▶ ABOUT THIS EXERCISE: Copy the lines below that contain "Morse".

(Records from a dataset)
○ ○ ○

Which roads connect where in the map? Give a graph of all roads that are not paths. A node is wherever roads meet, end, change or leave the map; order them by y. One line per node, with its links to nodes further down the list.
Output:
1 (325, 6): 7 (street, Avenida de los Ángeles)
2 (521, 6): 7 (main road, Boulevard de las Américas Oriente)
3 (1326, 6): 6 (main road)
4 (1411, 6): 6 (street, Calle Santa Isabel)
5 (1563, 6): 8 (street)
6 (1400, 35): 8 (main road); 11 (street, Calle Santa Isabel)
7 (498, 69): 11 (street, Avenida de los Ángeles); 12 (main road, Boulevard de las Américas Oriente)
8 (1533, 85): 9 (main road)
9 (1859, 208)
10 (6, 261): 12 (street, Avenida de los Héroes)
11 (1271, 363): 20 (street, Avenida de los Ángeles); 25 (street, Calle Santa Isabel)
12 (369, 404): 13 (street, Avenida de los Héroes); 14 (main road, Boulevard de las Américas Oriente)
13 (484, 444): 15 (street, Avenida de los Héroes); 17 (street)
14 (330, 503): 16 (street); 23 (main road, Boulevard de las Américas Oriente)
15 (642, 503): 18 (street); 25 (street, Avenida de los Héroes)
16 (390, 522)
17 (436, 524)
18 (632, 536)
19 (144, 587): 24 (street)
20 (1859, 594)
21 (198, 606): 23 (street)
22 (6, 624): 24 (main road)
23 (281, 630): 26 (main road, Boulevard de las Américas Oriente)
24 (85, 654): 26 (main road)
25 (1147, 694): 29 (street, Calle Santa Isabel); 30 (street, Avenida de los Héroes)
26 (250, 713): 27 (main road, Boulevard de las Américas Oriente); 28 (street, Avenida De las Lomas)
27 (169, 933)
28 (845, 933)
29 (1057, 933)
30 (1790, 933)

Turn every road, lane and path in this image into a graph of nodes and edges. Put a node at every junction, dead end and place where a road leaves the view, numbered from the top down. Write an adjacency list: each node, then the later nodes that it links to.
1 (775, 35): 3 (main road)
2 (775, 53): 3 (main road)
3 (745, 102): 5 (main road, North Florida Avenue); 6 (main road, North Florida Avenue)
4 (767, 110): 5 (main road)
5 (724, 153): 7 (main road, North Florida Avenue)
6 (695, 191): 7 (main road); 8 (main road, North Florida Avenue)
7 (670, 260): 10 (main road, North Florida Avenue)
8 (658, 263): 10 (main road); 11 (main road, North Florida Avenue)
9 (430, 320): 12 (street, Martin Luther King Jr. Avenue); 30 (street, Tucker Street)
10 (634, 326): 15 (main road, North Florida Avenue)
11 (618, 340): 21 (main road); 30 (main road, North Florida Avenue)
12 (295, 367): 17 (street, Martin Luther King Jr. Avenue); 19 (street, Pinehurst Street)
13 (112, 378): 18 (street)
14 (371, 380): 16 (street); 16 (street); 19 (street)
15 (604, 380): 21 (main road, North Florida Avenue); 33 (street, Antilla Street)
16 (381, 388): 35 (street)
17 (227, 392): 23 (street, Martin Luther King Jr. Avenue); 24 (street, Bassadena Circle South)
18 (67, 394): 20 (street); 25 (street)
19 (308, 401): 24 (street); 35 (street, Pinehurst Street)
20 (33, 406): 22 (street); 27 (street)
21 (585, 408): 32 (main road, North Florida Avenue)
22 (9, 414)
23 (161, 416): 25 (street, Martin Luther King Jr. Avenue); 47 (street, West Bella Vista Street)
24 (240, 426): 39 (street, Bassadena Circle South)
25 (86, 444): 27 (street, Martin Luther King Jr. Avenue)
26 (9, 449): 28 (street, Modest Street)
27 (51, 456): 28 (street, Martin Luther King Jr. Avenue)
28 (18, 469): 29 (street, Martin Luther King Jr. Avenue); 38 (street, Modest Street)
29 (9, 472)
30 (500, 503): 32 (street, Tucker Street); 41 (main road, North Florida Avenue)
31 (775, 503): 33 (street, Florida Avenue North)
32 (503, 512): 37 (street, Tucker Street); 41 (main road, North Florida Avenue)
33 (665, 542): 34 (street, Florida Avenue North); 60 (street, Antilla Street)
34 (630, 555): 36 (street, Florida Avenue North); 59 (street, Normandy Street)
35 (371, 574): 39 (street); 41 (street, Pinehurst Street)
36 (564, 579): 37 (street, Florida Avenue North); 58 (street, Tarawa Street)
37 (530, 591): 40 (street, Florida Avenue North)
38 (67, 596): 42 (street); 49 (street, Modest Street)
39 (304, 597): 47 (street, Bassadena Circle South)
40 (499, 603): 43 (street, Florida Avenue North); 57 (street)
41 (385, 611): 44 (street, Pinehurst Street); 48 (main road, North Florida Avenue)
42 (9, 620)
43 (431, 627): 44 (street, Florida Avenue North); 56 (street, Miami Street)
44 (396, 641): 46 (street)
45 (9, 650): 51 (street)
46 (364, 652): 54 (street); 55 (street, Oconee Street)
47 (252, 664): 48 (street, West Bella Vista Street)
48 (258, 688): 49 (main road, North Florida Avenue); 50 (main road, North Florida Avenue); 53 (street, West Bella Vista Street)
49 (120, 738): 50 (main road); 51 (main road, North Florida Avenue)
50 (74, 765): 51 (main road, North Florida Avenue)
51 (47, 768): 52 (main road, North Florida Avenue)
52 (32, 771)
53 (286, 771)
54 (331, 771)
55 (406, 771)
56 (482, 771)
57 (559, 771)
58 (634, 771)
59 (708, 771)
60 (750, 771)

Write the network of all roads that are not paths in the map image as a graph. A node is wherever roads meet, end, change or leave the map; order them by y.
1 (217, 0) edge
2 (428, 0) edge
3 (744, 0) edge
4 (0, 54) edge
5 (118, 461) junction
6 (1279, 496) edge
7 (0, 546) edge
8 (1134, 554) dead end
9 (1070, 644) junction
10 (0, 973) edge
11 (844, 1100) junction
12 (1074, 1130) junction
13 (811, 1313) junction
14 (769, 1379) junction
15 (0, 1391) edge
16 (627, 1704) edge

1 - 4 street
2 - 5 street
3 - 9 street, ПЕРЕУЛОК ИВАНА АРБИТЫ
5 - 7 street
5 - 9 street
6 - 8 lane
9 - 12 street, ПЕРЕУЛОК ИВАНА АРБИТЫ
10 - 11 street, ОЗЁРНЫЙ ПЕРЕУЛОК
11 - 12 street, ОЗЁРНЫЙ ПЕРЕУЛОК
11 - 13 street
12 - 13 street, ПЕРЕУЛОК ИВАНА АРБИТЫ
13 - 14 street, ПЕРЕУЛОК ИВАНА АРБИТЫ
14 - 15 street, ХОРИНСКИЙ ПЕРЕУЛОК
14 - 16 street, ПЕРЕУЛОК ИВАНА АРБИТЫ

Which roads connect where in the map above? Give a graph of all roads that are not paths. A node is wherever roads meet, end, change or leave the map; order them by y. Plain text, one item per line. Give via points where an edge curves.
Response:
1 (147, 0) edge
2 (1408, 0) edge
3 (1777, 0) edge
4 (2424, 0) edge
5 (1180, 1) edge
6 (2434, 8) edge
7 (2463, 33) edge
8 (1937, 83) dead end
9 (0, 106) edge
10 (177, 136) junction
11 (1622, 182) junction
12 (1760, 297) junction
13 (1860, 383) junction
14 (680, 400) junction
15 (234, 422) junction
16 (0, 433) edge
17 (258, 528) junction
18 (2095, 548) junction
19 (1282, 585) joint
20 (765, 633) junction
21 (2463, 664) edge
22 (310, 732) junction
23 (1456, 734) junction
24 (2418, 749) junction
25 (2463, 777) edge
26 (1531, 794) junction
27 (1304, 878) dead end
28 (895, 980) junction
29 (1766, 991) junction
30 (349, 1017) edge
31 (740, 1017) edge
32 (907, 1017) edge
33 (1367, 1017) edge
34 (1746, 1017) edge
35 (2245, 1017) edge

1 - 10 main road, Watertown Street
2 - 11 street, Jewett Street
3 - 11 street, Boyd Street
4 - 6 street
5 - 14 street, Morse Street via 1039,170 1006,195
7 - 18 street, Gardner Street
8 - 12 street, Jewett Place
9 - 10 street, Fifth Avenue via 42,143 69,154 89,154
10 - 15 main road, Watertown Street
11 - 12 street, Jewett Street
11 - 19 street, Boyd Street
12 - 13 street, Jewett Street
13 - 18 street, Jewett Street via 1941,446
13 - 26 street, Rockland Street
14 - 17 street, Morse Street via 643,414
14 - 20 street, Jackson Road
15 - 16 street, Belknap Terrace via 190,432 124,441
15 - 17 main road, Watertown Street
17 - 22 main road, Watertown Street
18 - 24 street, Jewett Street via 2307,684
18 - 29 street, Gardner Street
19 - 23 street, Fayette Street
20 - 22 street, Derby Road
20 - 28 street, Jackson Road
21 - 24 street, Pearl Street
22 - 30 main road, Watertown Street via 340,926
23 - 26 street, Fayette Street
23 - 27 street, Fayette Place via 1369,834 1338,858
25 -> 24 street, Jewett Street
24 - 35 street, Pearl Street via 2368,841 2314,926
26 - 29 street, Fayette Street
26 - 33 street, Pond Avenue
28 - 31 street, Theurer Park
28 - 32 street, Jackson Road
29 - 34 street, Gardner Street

○ ○ ○

▶ SOLVED EXERCISE:
5 - 14 street, Morse Street via 1039,170 1006,195
14 - 17 street, Morse Street via 643,414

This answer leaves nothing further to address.